__WHAT THE TASK REQUIRES__: A word-for-word copy of the entries, with the images left out, is what you should write.

### MATERIALS PROVIDED ###

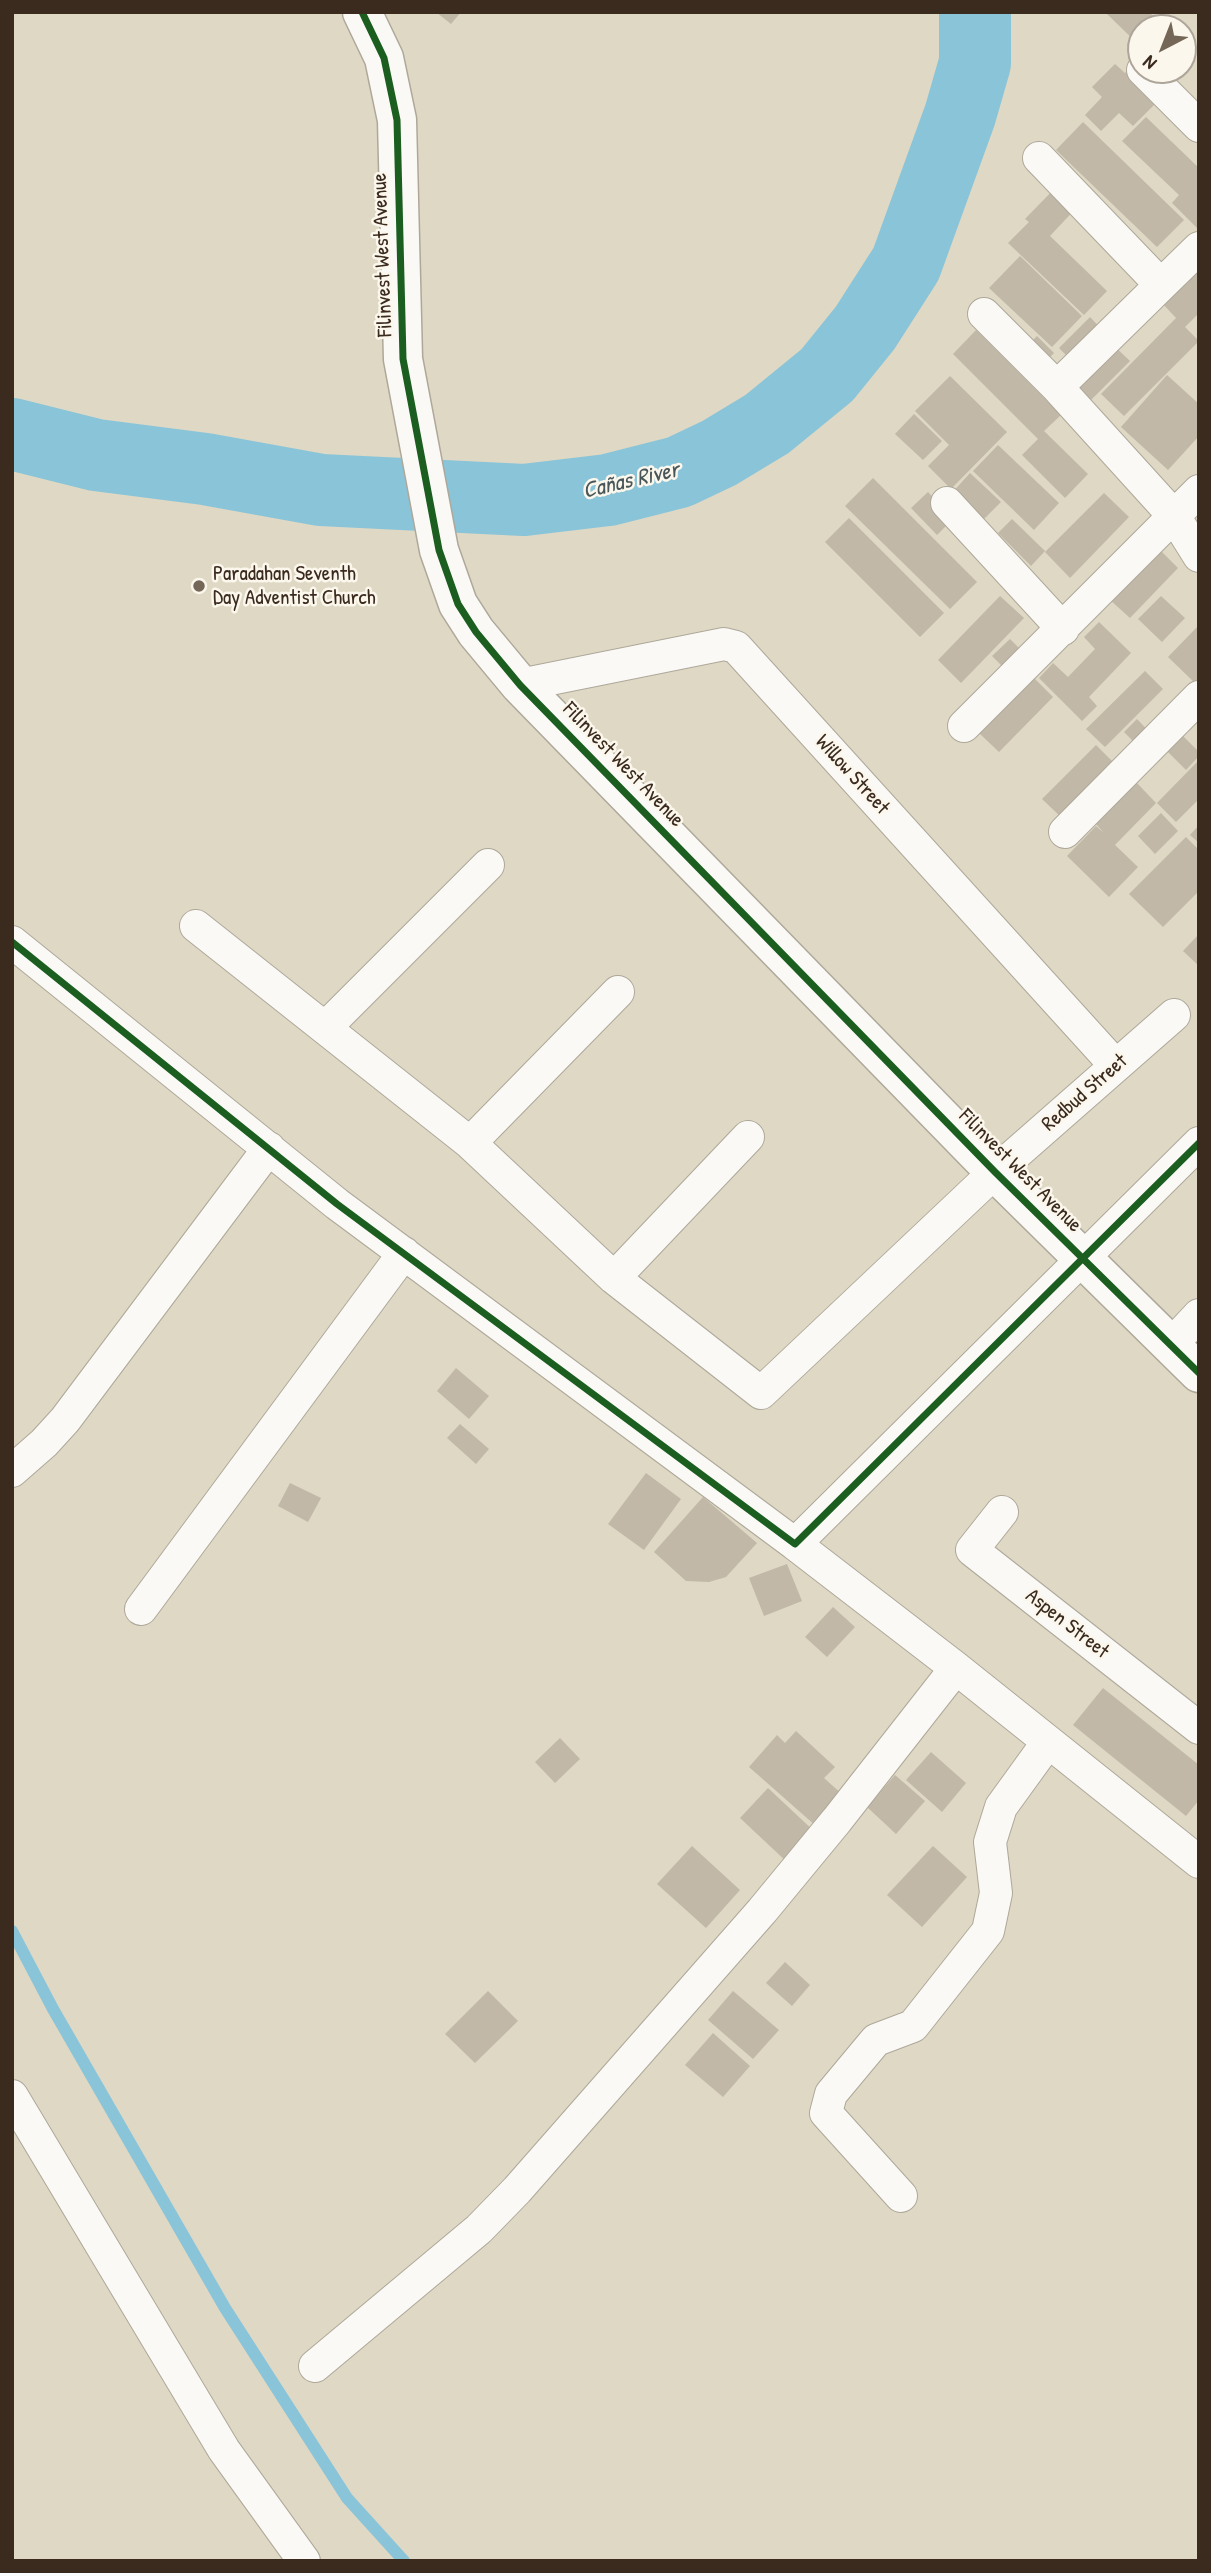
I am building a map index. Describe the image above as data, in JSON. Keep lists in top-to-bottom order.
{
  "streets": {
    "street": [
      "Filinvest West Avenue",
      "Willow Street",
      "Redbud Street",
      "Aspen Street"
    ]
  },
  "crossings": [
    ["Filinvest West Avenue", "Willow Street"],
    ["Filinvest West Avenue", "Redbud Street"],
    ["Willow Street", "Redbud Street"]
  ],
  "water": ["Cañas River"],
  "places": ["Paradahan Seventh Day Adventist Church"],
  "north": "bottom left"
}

###

__RESULT FOR THIS TASK__:
I am building a map index. Describe the image above as data, in JSON. Keep lists in top-to-bottom order.
{
  "streets": {
    "street": [
      "Filinvest West Avenue",
      "Willow Street",
      "Redbud Street",
      "Aspen Street"
    ]
  },
  "crossings": [
    ["Filinvest West Avenue", "Willow Street"],
    ["Filinvest West Avenue", "Redbud Street"],
    ["Willow Street", "Redbud Street"]
  ],
  "water": ["Cañas River"],
  "places": ["Paradahan Seventh Day Adventist Church"],
  "north": "bottom left"
}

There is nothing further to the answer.